# Working fulltime and owning a business...Can it be done?



## tlaborn (Jun 27, 2011)

I work fulltime and I have a small business im up right now and its 1am im still up working and i have to go to work tomorrow!! which sucks!! How do you handle this? or do you work full time and have a small business? Please share on how you handle it!


----------



## agriffin (Jun 27, 2011)

Working full time and having on a business on the side does involve alot of late nights, early morning and weekend hours.  Good luck!


----------



## tlaborn (Jun 27, 2011)

Ok...Are you speaking from experience?! Because its hard you have to get rest, so you not making crazy decisions when it comes to your business


----------



## SideDoorSoaps (Jun 28, 2011)

My husband and I both work full-time with overtime hours and have a small side business. I'm also 8 months pregnant. It's very hard and very time consuming to run the side business and it's not easy keeping track of it. However, having the business is quite rewarding and I like putting the hours into something that is mine. The sacrifice is worth it. One day I hope to quit my job and run the business and still do my freelance design work.

Long long hours, late nights til 2 or 3 sometimes, and lots of weekend work.


----------



## Lindy (Jun 28, 2011)

Having worked a full-time job and run a business on side I can tell you it takes a whole lot of commitment.  But if you don't have that commitment while you're not depending on that business to support you - you'll find it harder to have it when the heat gets turned up and you're not sure how you are going to eat this week....

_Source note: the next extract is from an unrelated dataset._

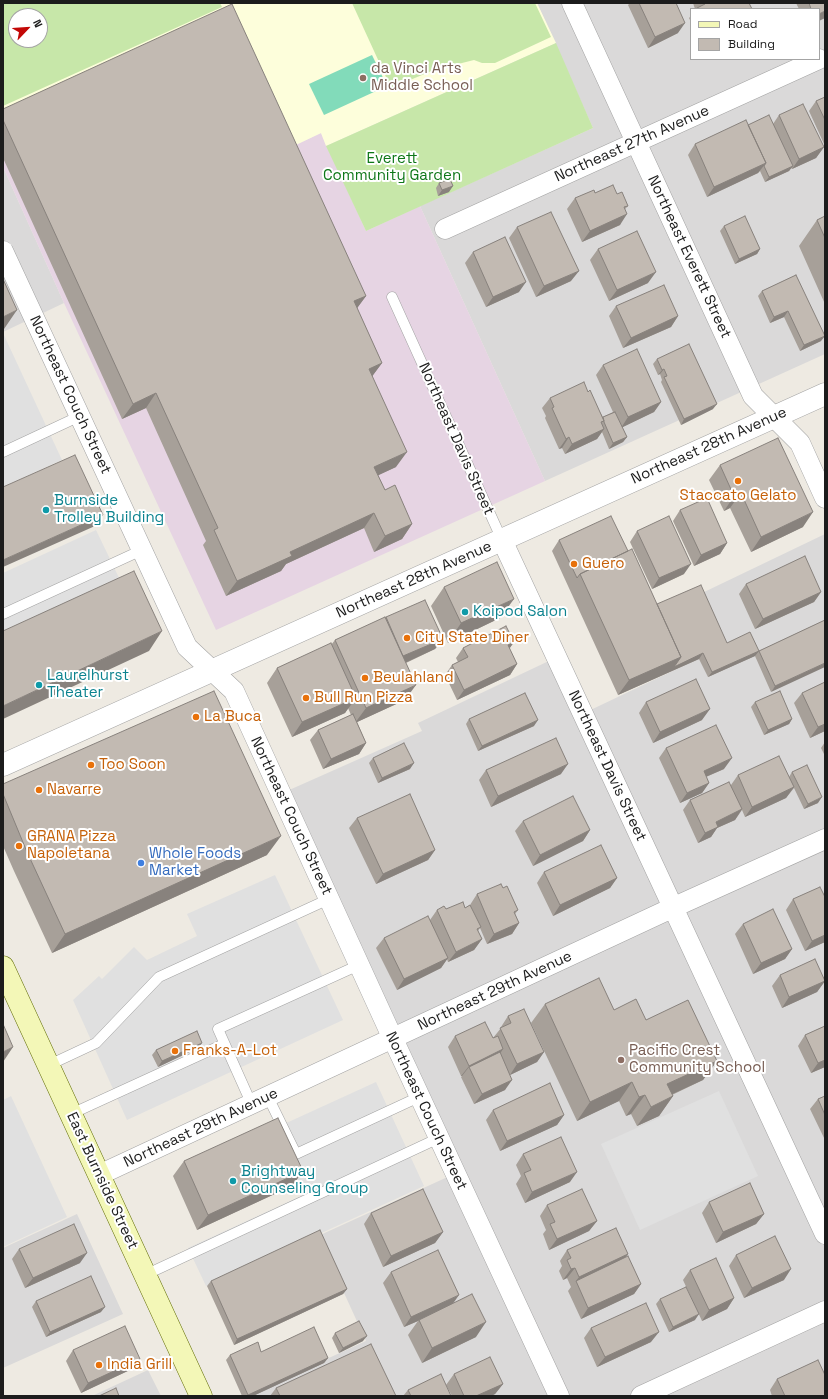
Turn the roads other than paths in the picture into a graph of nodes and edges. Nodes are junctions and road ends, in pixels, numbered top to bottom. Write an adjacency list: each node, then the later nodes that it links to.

Lots of late nights, and you may as well forget a personal life because your business needs you more than your friends.....

Good luck....


----------



## mandolyn (Jun 30, 2011)

I couldn't do it. My soap business is side-lined, it was too demanding with a regular job.


----------



## Lindy (Jun 30, 2011)

Mandolyn I'm sorry to hear that... **hugs**


----------



## nursenancy (Jun 30, 2011)

I work full time nights as a nurse, have a family and own a small shop.  I'm doing it right now, but I have pretty much sacrificed my social life.  I work 3 nights a week mon, tues, wed - 12 hour shifts, and my shop is open Fri, Sat, Sun, Mon.  Sometimes if i have a committment, I get my son or husband to mind the shop, but I try to avoid it because it's just not the same as me being there.
I guess you just have to love what you do and commit to it.  It's not easy, though.  I'm usually up at the crack of dawn and working till late at night.
I hope at some point that I will be able to work part time and really go to the next level with my biz.  
Good Luck!  It's worth it!


----------



## agriffin (Jul 1, 2011)

agriffin said:
			
		

> Working full time and having on a business on the side does involve alot of late nights, early morning and weekend hours.  Good luck!

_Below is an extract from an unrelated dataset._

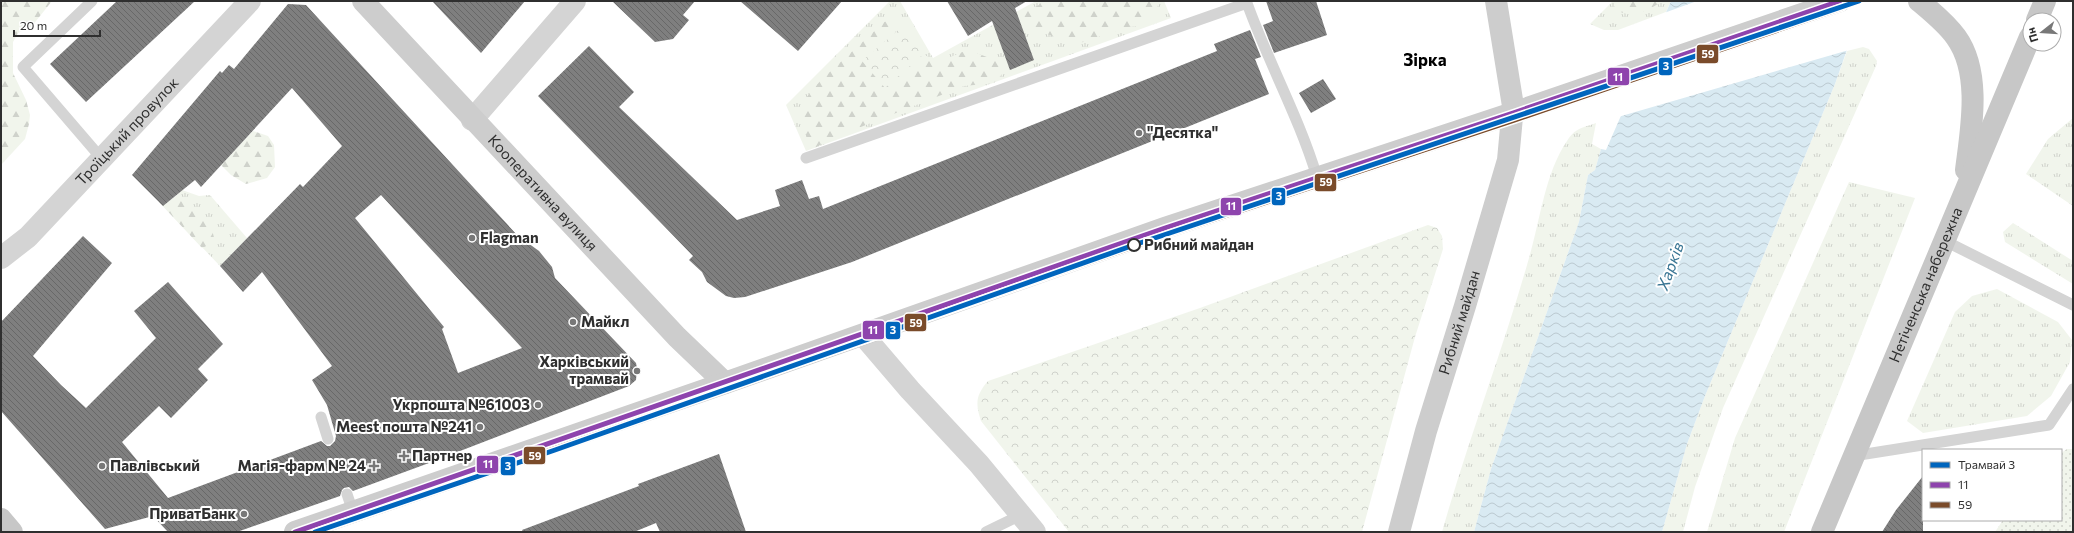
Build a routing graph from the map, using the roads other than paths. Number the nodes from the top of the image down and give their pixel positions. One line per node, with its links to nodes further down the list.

I am speaking from experience. 

I worked full time and sold soap.  I had a total breakdown and don't sell soap anymore...so I'm probably not the one to talk to about this.   

I was commited to a weekly market on Saturday's so I worked Mon-Fri 8-5 and then had the market on Sat which killed my Sat.  Production was mostly on Sunday and evenings during the week.  It just wasn't worth it to me...and I felt as though I was ignoring household duties...cooking, cleaning...taking care of the house.  My guy and I wouldn't hang out that much...I was always making soap, doing labels or something.   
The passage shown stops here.